All right, everyone take a deep breath.
I know that Bruce Allen and Mike Shanahan seem to have finally put a lid on the Redskins’ Pandora’s Box. I know it probably took weeks and some improbable combination of Allen’s gentle coddling and Shanahan’s evil glare to finally convince Daniel Snyder that the NFL isn’t a Madden fantasy draft.
I know that the team has made a blatant effort to rid itself of baggage, namely the countless overpaid, degenerate has-beens who have been polluting this once-proud franchise.
Not only do I recognize all of these things, but I have also been a major proponent of the fight for the Redskins to change their ways. As a result, what I’m about to say will most likely come off as a deliberate contradiction of those beliefs.
While the name I am about to mention will surely generate gasps, screams, head clenches and similar stunned reactions, I believe that this move would not serve as a regression. Instead, it would be a momentary fix—a low-risk, high-reward experiment that can do nothing to worsen Washington’s current offensive situation.
So, here it is, my evil plan: the Washington Redskins need to sign Terrell Owens.
As I watched the 1-5 Carolina Panthers outplay Washington in every facet of the game last Sunday, one thing stood out in particular. The Panthers possessed something on offense that was severely lacking when the Redskins had the ball: play-makers.
Whether it was Steve Smith, DeAngelo Williams, Jonathan Stewart or Cam Newton, Carolina had players who, at any minute, were a threat to make a huge play. The Redskins have a decent set of possession receivers, but none of them can stretch the field.
And now, with the injury to Santana Moss, Washington is about to find out what each of their young, inexperienced receivers has to offer for the future.
So for now, why not sign Terrell Owens?
The 38-year-old is an athletic machine, and even with offseason knee surgery, there’s no reason to assume he has broken down. Throughout his hall-of-fame career, Owens has been a guy who can make big plays and score touchdowns.
Those are the two biggest ingredients missing from the Redskins’ offense.
More convincingly, the Redskins lose nothing by signing this guy, even if he doesn’t have a single catch all season. This isn’t Albert Haynesworth. A player whose only offer so far is from the Chicago Rush of the Arena Football League isn’t going to be commanding that hefty of a salary.
The best-case scenario is they give him a one-year contract, he comes to practice humbled and ready to work (no one has ever questioned his work ethic) and he helps Washington win a couple of games. The worst-case scenario is he gets frustrated with his role, becomes disgruntled in the locker room and he gets cut.
The team loses zero draft picks and barely any money, so where’s the risk?
The NFC East is wide-open this year. The Giants are 4-2, the Redskins and Cowboys are 3-3 and the Eagles are 2-4. It’s anyone’s division to win.
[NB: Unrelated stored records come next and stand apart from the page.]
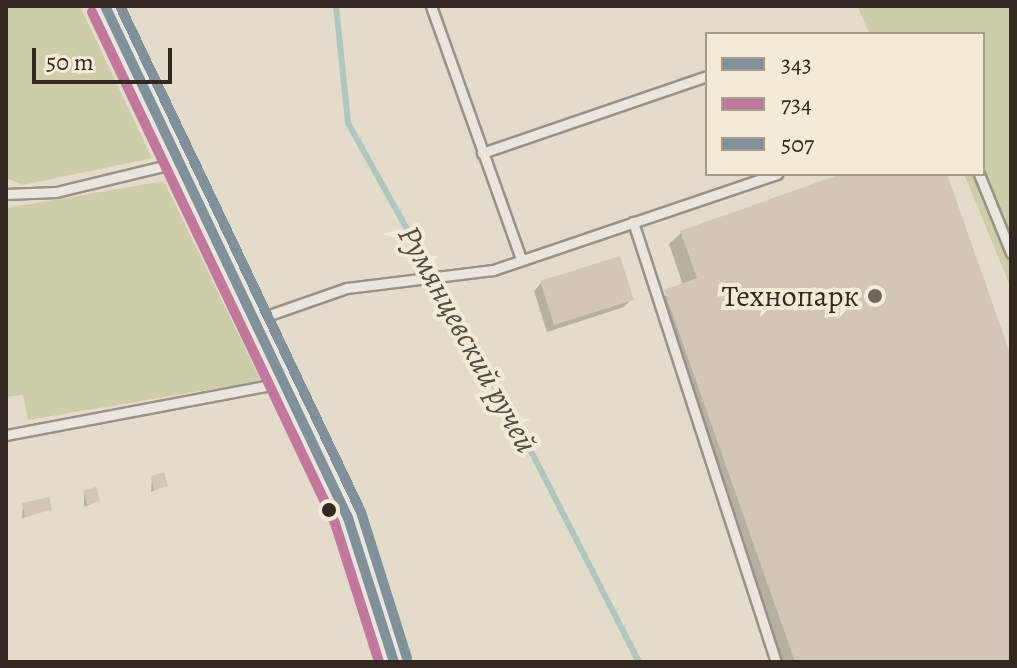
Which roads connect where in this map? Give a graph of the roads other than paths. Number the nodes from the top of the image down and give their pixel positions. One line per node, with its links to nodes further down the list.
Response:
1 (105, 6): 5 (main road)
2 (431, 6): 4 (lane)
3 (705, 77): 4 (lane)
4 (482, 153): 11 (lane)
5 (179, 162): 8 (lane); 12 (main road)
6 (771, 176): 9 (lane)
7 (980, 176): 10 (lane)
8 (6, 194)
9 (633, 222): 11 (lane); 16 (lane)
10 (1011, 253)
11 (521, 259): 12 (lane)
12 (255, 320): 13 (main road)
13 (285, 382): 14 (lane); 15 (main road)
14 (6, 435)
15 (394, 662)
16 (776, 662)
Don’t you think TO would like a chance to step back into the division and compete against two of his former teams?
Remember, Terrell’s issues have always been in his head. His emotions have carried him to his highest of highs and plummeted him to his lowest of lows. This is a guy who (as evidenced on his reality show) cries more than a little girl with a skinned knee.
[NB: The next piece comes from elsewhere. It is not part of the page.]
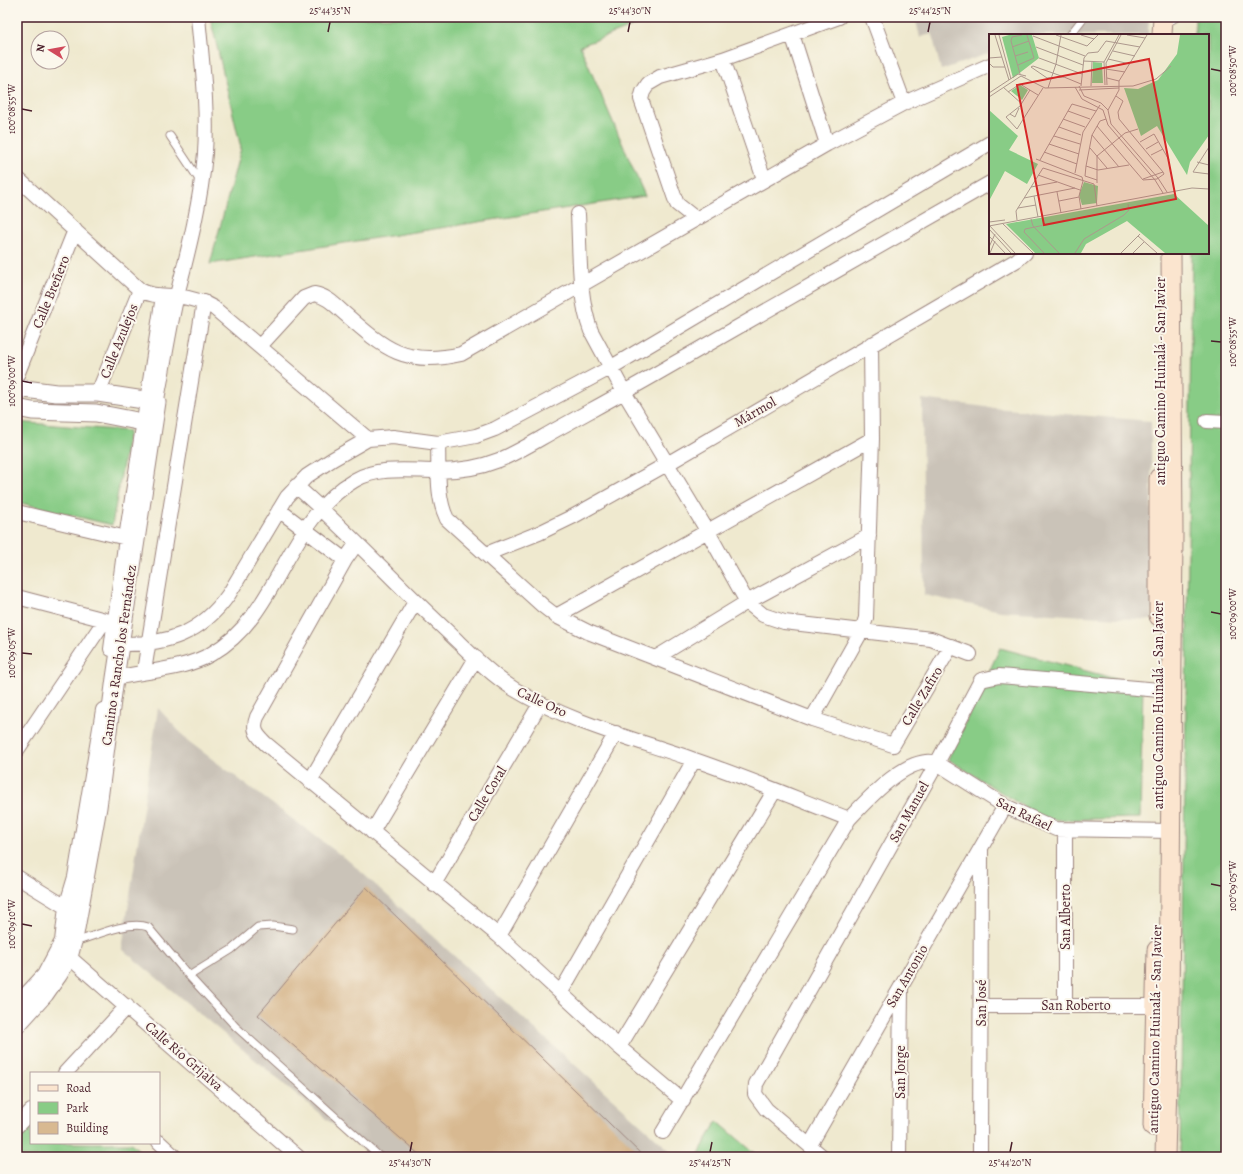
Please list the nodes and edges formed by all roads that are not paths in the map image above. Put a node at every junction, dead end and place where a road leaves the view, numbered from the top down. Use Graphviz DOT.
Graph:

He cried after his first memorable touchdown catch from Steve Young, in which he held onto the ball despite being tag teamed by two defenders. He cried in defense of his quarterback, Tony Romo, whom Owens, just a few short weeks later, threw under the bus.
He’s probably crying right now at the prospect of never being able to play in the NFL again.
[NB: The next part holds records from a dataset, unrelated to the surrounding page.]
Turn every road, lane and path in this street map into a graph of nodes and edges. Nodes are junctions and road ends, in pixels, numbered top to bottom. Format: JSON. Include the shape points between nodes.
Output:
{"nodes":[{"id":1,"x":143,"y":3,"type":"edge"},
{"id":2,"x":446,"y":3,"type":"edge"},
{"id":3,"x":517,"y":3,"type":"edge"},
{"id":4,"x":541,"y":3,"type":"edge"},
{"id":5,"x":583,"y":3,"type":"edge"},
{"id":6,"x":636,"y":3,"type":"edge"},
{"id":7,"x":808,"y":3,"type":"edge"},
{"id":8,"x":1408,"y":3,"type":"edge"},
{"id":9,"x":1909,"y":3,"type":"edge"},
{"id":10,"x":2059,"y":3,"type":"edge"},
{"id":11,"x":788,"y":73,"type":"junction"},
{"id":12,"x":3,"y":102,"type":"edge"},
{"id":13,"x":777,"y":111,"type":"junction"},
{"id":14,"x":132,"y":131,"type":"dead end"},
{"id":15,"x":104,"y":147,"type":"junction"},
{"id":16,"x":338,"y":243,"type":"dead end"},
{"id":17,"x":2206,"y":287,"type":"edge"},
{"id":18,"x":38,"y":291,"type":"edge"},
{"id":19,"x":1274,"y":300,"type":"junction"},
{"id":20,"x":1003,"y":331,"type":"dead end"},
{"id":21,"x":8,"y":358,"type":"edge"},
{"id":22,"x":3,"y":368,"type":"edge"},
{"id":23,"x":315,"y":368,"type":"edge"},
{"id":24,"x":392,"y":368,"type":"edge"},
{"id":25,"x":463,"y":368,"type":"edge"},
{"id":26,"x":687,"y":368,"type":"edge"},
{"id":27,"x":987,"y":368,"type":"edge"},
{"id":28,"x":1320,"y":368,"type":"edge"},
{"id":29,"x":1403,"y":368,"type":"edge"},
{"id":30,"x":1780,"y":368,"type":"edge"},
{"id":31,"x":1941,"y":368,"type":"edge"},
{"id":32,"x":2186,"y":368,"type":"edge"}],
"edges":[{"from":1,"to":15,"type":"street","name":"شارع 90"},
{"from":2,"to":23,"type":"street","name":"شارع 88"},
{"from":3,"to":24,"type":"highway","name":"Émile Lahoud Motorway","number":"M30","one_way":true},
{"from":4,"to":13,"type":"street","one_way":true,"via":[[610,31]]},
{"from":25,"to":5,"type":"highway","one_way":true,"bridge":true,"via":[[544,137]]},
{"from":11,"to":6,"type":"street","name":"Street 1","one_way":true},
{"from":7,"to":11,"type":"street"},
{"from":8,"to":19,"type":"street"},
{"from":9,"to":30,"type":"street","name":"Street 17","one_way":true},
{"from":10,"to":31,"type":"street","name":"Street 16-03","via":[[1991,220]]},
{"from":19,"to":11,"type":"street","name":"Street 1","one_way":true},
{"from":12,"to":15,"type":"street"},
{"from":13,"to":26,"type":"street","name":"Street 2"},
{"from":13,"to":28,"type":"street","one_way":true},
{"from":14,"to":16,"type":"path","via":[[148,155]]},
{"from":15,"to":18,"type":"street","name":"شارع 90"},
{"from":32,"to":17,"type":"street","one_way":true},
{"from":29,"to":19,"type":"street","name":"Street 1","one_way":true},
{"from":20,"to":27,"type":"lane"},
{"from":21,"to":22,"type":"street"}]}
But you know what else he’s doing? He’s working out, running routes and motivating himself to get better.
As I said before, Owens’ work ethic has never been in question. He doesn’t get in brushes with the law or indulge in alcohol and drugs. He plays with his emotions on his sleeve and a chip on his shoulder.
So what better place for Terrell to land than on a team that the rest of the NFL seems to have cast aside, as well? It could be a match made in heaven.
Or it could be a disaster, but with almost zero risk involved, why not roll the dice?